Stress Tip No. 7 : Identifying and dealing with a fake holiday

Dealing with “fake holidays”,

From a stress point of view, fake holidays are an unusual occurrence and tend to happen only in multinational corporations, where you can have multiple regional or religious holidays that only affect one area or country. This means that while you’re away, the work just piles up at exactly the same rate as if you were there. Thus when you come back. you end up with exactly the same amount of work as if you had not taken the time off. But you have to do it in a shorter period of time, meaning that essentially the holiday is pointless because you’re even more frazzled than you were originally.

It turns out that the solution to this is quite simple. You treat the holiday as if it’s a formal personal holiday. You prep people for it. You inform them and you behave as if it’s a hard paid time off, rather than merely an assumed holiday because the rest of your country/religion/group is taking it.

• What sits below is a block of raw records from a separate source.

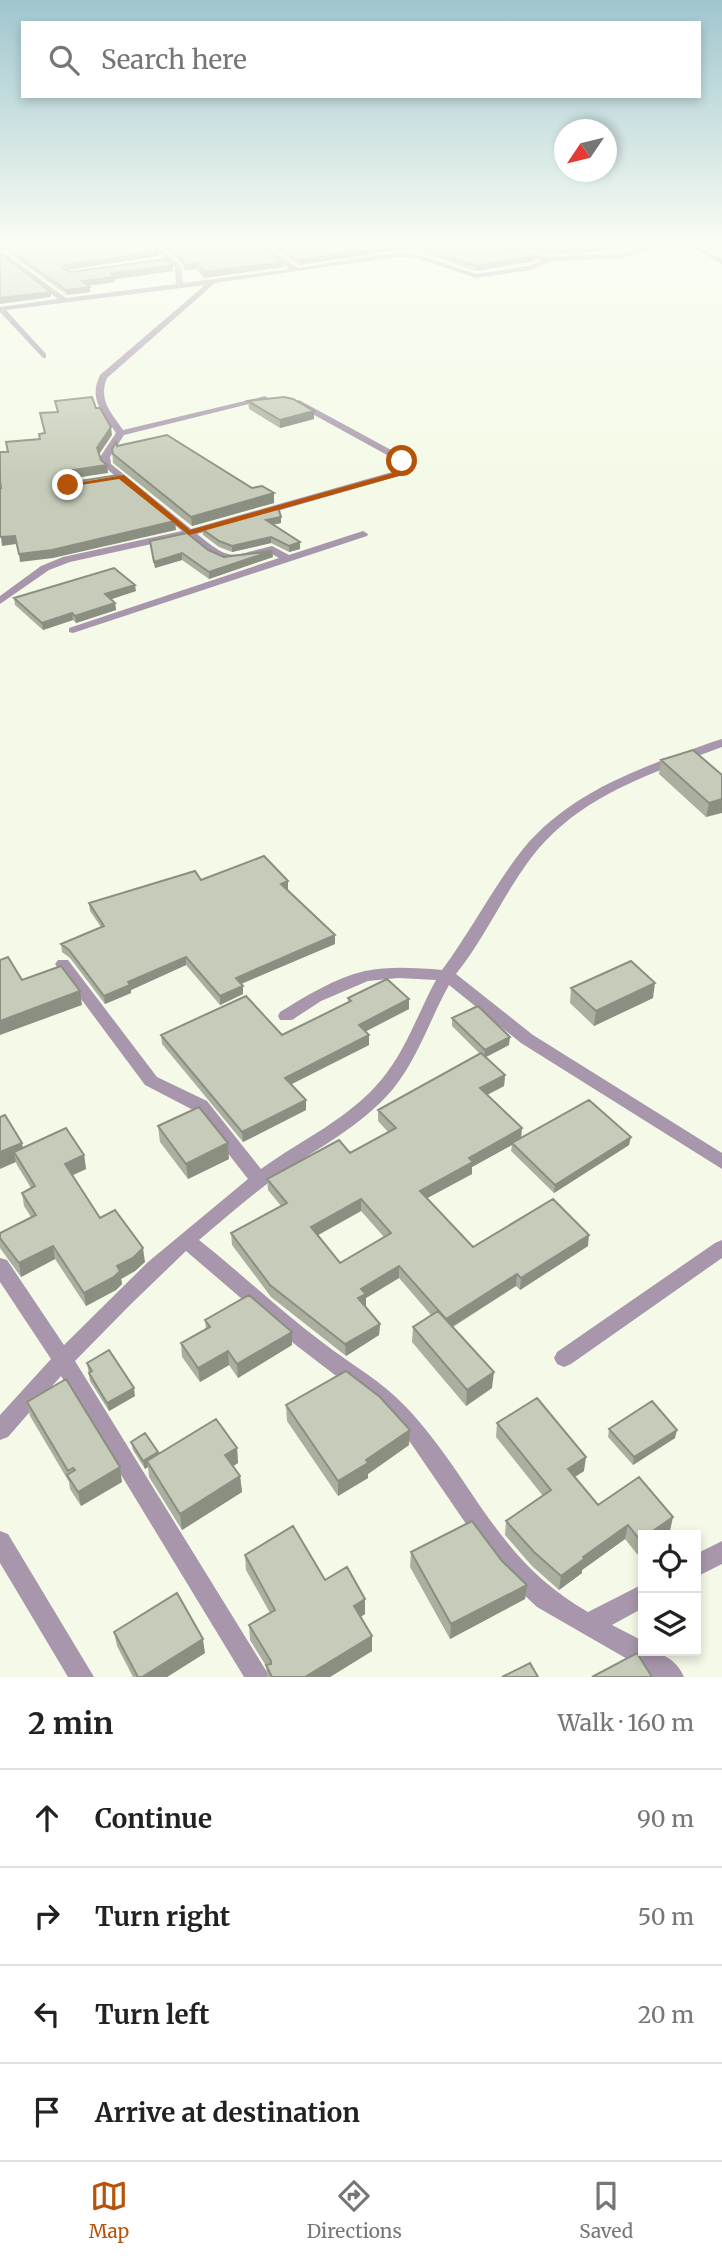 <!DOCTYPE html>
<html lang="en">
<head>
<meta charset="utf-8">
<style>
  :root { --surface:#fff; --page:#f2f2f2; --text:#222; --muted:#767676; --line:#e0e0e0; --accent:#b45309 }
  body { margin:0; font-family:Merriweather,serif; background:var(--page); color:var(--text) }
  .controls { position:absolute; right:21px; bottom:21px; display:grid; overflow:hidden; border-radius:0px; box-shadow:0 4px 10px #0003 }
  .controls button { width:63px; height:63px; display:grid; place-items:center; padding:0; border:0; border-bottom:2px solid var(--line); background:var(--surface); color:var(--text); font:35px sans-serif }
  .compass { position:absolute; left:554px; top:119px; width:63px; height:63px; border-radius:50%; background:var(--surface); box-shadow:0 4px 10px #0003; rotate:235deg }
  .stop { position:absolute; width:21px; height:21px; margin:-16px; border:5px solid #b45309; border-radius:50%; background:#fff }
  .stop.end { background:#b45309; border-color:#fff; box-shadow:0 2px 7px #0008 }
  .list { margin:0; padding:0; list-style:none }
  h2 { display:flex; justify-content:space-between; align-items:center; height:91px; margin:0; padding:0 28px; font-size:30px }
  h2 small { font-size:23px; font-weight:400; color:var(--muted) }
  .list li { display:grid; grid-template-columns:46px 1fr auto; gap:21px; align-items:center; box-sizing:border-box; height:98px; padding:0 28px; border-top:2px solid var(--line) }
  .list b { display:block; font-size:26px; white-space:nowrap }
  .list em { font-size:23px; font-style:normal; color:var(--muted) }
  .icon { flex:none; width:38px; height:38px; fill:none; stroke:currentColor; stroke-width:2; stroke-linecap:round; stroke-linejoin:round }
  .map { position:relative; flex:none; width:722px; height:1677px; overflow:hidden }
  .search { position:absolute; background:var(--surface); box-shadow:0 4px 10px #0003; left:21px; right:21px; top:21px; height:77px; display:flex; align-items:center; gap:18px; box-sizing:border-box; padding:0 24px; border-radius:0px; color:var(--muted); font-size:26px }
  .sheet { height:483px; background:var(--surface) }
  nav { display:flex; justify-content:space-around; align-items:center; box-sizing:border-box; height:98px; border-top:2px solid var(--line); background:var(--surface); font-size:19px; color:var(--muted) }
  nav a { display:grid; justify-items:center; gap:4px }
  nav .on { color:var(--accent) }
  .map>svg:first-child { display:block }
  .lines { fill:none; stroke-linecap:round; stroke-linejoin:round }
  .minor { fill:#a897ac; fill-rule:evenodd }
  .wall { fill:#aaaf9f; fill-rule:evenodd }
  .shaded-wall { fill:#8b8f82 }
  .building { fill:#c6ccb9; stroke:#8b8f82; stroke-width:2; fill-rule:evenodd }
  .route { fill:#b45309 }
</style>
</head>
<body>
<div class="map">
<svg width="722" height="1677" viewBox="0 0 722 1677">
  <rect width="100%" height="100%" fill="#f4fae7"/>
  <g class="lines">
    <path class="minor" d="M153 247H160L181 266 183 283 290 269 261 247H268L298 268 394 253 420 255 476 274 529 266 542 261 504 247H512L544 257 621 254 651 247H660L621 258 551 261 531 270 476 278 417 258 394 257 215 283 107 378C98 401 111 412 123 430L265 396 269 399 124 435 110 457 111 464 191 529 399 470 401 467 387 455 296 405 295 403 299 400 393 451 411 466 406 474 197 534C233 563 229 556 272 546L289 555 363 531 368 534 367 536 73 633 69 632V628L279 558 270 553C223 564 226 568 188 536L70 562 49 570 0 604V596L41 566 63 557 182 531 102 465 100 457 116 433C103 413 88 400 100 375L205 285 6 310 46 354V358H43L0 312V307L58 299 0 255V250L66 298 176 284 175 268 169 262 111 269 107 267 164 258Z
      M692 247H699L722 259V264Z
      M722 739V747C652 773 578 796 531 858 503 895 485 938 456 974L533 1035 722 1153V1169L521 1043 449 985C430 1019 418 1058 393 1089 362 1126 317 1148 278 1176 251 1195 225 1218 199 1240 241 1273 279 1310 322 1342 350 1364 382 1381 406 1407 474 1479 495 1559 588 1612L643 1584V1608L612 1625 643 1641V1651C661 1651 677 1660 684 1677H653L629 1660 537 1607 502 1574 486 1553 410 1442 382 1411 297 1346 186 1251 130 1305 75 1361 270 1677H244L61 1376 8 1437 0 1440V1415L51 1359 0 1282V1258L7 1260 64 1345 148 1262 248 1179 195 1111 145 1085 55 964 58 960H68L157 1077 207 1101 261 1169C301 1140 349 1119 382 1079 406 1050 418 1013 436 980L398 978 368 981 321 1001 292 1020H280L278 1016 280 1012C306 996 335 978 365 971 390 966 417 968 442 970 471 931 493 887 523 849 562 802 615 778 671 757 688 751 705 744 722 739Z
      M722 1240V1258L571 1364 564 1367 557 1364 554 1358 557 1352 715 1243Z
      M0 1531 8 1534 94 1677H68L0 1563Z
      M722 1541V1564L696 1577V1554Z"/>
  </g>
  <path class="wall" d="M0 247H154L158 251V256L67 270 70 272 172 266 173 271 115 279V282L89 286 90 292 67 295Z
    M163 247H263L283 267 204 278 196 269 184 270 183 264Z
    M272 247H510L535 256V261L476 271 409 248 299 265Z
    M513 247H622L583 253 544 254Z
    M248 401 314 411V419L280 428 249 409Z
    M117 446 252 488 274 493V503L192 526 113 463 112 449Z
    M281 517V523L273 525 300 542V549L289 552 271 543 232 552 219 547 203 535 202 529Z
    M150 541 208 550 224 557 272 551 273 557 209 579 182 560 155 568Z
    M136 591 111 599 115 603 116 610 76 623 73 620 43 630 15 605 14 598Z
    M661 760 722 775 706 817 659 774Z
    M201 880 288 881V889L287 890 335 944 241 984 243 994 220 1005 186 965 131 990V993L105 1004 70 958 62 952 61 944 101 927 90 911 89 903Z
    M571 988 653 998 594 1026 570 1003Z
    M348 998 409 999V1009L365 1031 369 1045 291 1084 306 1110 243 1142 162 1044 161 1035H282L348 1003Z
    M452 1018 509 1045 486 1057 505 1075 504 1086 487 1095 521 1138 629 1145 554 1193 511 1151 512 1145 472 1167V1174L427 1198 473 1247 588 1246 520 1290 516 1286 453 1327 492 1388 466 1406 412 1342 413 1327 431 1315 399 1278 366 1298 365 1306 380 1324 379 1335 346 1356 271 1297 232 1245 231 1233 281 1206 268 1190 267 1179 350 1153 388 1132 378 1121V1110L480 1054 452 1026ZM361 1211 384 1237 340 1263 318 1235Z
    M0 1117 23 1148 84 1155 86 1169 72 1175 100 1218 145 1262 135 1271 121 1279 122 1284 116 1290 86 1306 55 1259 21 1277 0 1248V1233L31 1217 24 1206 22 1193 31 1188 17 1165Z
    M158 1126 229 1159 188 1179 160 1142Z
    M205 1320 292 1332V1345L238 1378 229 1365 200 1382 182 1357 181 1343 206 1329Z
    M87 1363 135 1396 109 1411 90 1381Z
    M27 1402 122 1482 81 1506 70 1489 69 1482 30 1416Z
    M286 1405 409 1445 368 1474V1478L338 1496 287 1421Z
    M497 1423 584 1471 575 1477 598 1505 670 1531 664 1535H643V1549L637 1554 625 1539 582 1570V1573L559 1590 532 1566 505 1535 506 1521 543 1496 496 1437Z
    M609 1429 675 1438 633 1465 608 1437Z
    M131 1442 159 1454 237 1448 238 1463 233 1466 240 1476 242 1492 182 1530 149 1477 148 1467 145 1469 133 1450Z
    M411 1552 527 1585 525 1599 450 1639 410 1567Z
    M245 1555 325 1580 365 1614 361 1617 372 1651 330 1677H267L266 1666 250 1640 249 1625 270 1613 246 1570Z
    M114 1632 205 1653 167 1677H133L117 1646Z"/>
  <path class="shaded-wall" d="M382 247H409V248L299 265 298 260Z
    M583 247H622L583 253Z
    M158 251V256L66 270 63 268 65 265Z
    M535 256V261L476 271V266Z
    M283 262V267L204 278V272Z
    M196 263V269L184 270V265Z
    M172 266 173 271 115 279V282L83 286 82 281 111 273Z
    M90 287V292L67 295 66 290Z
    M51 292V297L0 304V298Z
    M314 411V419L280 428V420Z
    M111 427 112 435 98 456 97 448Z
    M107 465 108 473 68 479 61 486 60 478 67 471Z
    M274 493V503L192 526 191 517Z
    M281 517V523L266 526V520Z
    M175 521 176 530 53 558 20 562 19 554Z
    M15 536 16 544 2 546 1 537Z
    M271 537V543L232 552V546Z
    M300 542V549L289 552V546Z
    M272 551 273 557 209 579V572Z
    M182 553V560L155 568 154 562Z
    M135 585 136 591 106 601 105 594Z
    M115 603 116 610 76 623 75 616Z
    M72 613 73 620 43 630 42 623Z
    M722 799V813L706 817 709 803Z
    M288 881V889L281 892V884Z
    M335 935V944L236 986V978Z
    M186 957V965L131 990V993L105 1004 104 996 128 982Z
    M655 983 653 998 594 1026 596 1011Z
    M243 986V994L220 1005V996Z
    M80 991 82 1005 0 1035V1021Z
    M409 999V1009L359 1035V1025Z
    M369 1035V1045L286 1087 285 1078Z
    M510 1037 509 1045 484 1058 485 1050Z
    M505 1075 504 1086 479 1099 480 1088Z
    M306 1100V1110L243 1142 242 1132Z
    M522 1128 521 1140 512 1143V1145L472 1167V1174L420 1202V1191L469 1158Z
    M631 1137 629 1145 554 1193 555 1185Z
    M22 1143 25 1158 14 1152 16 1162 0 1169V1152Z
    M228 1143 229 1159 188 1179 186 1164Z
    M84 1155 86 1169 67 1178 65 1164Z
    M361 1199V1211L311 1239V1227Z
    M589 1235 588 1246 520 1290 521 1278Z
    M53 1246 55 1259 21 1277 19 1263Z
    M143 1248 145 1262 135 1271 121 1279 122 1284 116 1290 86 1306 84 1293 117 1266Z
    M399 1266V1278L366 1298V1306L358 1310V1298L361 1289Z
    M517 1274 516 1286 445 1331 446 1320Z
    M380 1324 379 1335 346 1356 345 1344Z
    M292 1332V1345L238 1378 237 1364Z
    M228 1351 229 1365 200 1382 198 1368Z
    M494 1372 492 1388 466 1406 467 1390Z
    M134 1388 135 1396 109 1411 107 1403Z
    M410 1430 409 1445 368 1474V1478L338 1496V1481L366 1460Z
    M677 1430 675 1438 633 1465 634 1457Z
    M237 1448 238 1463 227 1470 225 1455Z
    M158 1452 159 1460 147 1461 148 1467 145 1469 143 1461Z
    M586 1457 584 1471 565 1483 568 1469Z
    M120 1467 122 1482 81 1506 78 1492Z
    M240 1476 242 1492 182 1530 180 1514Z
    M673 1517 670 1531 664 1535H647Z
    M628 1525 625 1539 582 1570V1573L559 1590 561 1576 583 1557Z
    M643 1538V1549L637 1554 640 1540Z
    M527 1585 525 1599 450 1639 451 1624Z
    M365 1599V1614L354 1620V1606Z
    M372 1636V1651L330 1677H305Z
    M203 1639 205 1653 167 1677H142Z"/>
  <path class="building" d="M5 247H154L158 251 65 265 63 268 70 272 168 259 172 266 111 273 115 277 82 281 90 287 66 290Z
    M169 247H263L283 262 204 272 196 263 184 265 182 259Z
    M279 247H382L298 260Z
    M422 247H510L535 256 476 266Z
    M535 247H589L545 249Z
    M0 253 51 292 0 298Z
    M92 397 96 408H100L111 427 97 448 101 460 107 465 67 471 60 478 67 483 118 475 175 521 52 550 19 554 15 536 1 537 0 535V488H1L0 481V452H8L6 442 40 439 39 434 45 433 40 413 58 412 55 401Z
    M284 397 293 399 314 411 280 420 248 401Z
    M167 435 252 488 262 486 274 493 191 517 113 454 112 449 116 442 117 446Z
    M278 507 281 517 266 520 300 542 289 546 271 537 232 546 219 541 202 529Z
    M187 533 208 550 224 557 272 551 209 572 182 553 154 562 150 541Z
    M114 568 135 585 105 594 115 603 75 616 72 613 42 623 14 598Z
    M693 750 722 775V799L709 803 661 760Z
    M264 856 288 881 281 884 335 935 236 978 243 986 220 996 186 957 128 982 130 985 104 996 69 950 61 944 104 926 89 903 195 871 201 880Z
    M8 957 22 980 61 966 80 991 0 1021V960Z
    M631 961 655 983 596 1011 571 988Z
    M387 979 409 999 359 1025 369 1035 285 1078 306 1100 242 1132 161 1035 246 996 282 1035 351 1001 348 998Z
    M478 1006 510 1037 485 1050 452 1018Z
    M481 1053 505 1075 480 1088 522 1128 469 1158 473 1162 420 1191 473 1247 553 1199 589 1235 521 1278 517 1274 446 1319 399 1266 361 1289 366 1294 358 1298 380 1324 345 1344 270 1285 231 1233 287 1203 267 1179 339 1140 350 1153 396 1128 378 1110ZM361 1199 391 1233 340 1263 311 1227Z
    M589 1100 631 1137 555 1185 512 1143Z
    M199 1107 228 1143 186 1164 158 1126Z
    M5 1115 22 1143 0 1152V1117Z
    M66 1128 84 1155 65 1164 100 1218 115 1210 143 1248 133 1258 117 1266 120 1271 114 1277 84 1293 53 1246 19 1263 0 1238V1233L36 1215 22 1193 35 1186 14 1152Z
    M249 1295 292 1332 237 1364 228 1351 198 1368 181 1343 210 1327 205 1320Z
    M438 1311 494 1372 467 1390 413 1327Z
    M109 1350 134 1388 107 1403 89 1373 92 1371 87 1363Z
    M346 1371 380 1397 410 1430 366 1460 368 1463 338 1481 286 1405Z
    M66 1379 120 1467 78 1492 67 1475 75 1470 73 1468 68 1471 27 1402Z
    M537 1398 586 1457 568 1469 598 1505 639 1477 673 1517 647 1535H643V1538L640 1540 628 1525 583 1557 584 1559 561 1576 534 1552 506 1521 551 1490 497 1423Z
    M652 1401 677 1430 634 1457 609 1429Z
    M216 1419 237 1448 225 1455 240 1476 180 1514 147 1461Z
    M145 1433 158 1452 143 1461 131 1442Z
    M472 1521 502 1561 527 1585 451 1624 411 1552Z
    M293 1526 325 1580 347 1567 365 1599 354 1606 372 1636 305 1677H272L266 1665 271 1664V1661L249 1625 275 1610 245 1555Z
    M177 1593 203 1639 142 1677H138L114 1632Z
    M637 1653 652 1677H592Z
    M530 1663 538 1677H502Z"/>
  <linearGradient id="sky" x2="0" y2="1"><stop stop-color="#9fc6ce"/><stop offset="0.51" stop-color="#fafdf4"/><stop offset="1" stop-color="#fafdf4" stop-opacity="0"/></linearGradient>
  <rect width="722" height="481" fill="url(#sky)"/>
  <path class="route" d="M402 459 410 466 406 474 189 535 119 479 68 487 64 485 124 475 190 530 400 471 402 466 398 461Z"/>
</svg>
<div class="controls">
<button><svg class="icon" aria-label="locate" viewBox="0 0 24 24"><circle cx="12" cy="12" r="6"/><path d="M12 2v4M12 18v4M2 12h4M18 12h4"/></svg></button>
<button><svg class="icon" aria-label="layers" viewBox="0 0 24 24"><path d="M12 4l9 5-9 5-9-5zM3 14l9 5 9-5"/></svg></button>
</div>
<svg class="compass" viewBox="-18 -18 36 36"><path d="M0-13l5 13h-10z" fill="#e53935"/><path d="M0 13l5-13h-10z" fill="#767676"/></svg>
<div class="stop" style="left:402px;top:461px"></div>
<div class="stop end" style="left:68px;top:485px"></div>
<div class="search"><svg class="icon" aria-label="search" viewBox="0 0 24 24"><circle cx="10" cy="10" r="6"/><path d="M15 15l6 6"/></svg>Search here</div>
</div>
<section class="sheet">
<h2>2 min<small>Walk · 160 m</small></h2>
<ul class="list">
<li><svg class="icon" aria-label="ahead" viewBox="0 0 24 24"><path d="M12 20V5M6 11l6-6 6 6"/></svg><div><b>Continue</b></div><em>90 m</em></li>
<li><svg class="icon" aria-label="right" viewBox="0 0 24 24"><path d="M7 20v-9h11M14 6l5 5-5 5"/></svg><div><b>Turn right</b></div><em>50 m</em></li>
<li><svg class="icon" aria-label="left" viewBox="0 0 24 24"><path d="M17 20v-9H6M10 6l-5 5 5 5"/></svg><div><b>Turn left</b></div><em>20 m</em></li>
<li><svg class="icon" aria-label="arrive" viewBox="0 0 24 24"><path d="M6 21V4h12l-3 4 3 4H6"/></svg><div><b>Arrive at destination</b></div></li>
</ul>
</section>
<nav>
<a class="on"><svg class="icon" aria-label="map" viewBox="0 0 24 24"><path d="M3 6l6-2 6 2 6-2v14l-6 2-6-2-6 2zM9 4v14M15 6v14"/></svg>Map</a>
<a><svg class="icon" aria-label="directions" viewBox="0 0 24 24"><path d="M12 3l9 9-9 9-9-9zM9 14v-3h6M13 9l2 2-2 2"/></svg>Directions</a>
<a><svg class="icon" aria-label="saved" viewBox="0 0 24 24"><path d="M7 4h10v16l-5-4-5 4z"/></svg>Saved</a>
</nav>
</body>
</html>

The perfect example of this being implemented is in a lot of continental Europe. They have a lot of their public holidays on a Tuesday or a Thursday, and they tend to bridge them, so if they have them on a Tuesday, they take a Monday as paid time off. and then they inform everybody that they are taking both days off, this seems to work. People think of it in terms of a group of people taking paid time off, rather than a sudden surprise holiday that they haven’t catered for.

That’s it. Treat them as if they are paid time off and not a generalised holiday, such as New Year or the Christian Christmas, and you will find less work piles up.

Evil footnote: A useful side note to this situation is that this also helps you identify those who are not thinking in broader terms than just their part of the world. A good example is the recent Diwali holiday. This is as serious as Christmas or Ramadan. But you meet people who think of it in terms of only: “I wont get what I want from India today”, Such people are to be watched and encouraged to get up to speed.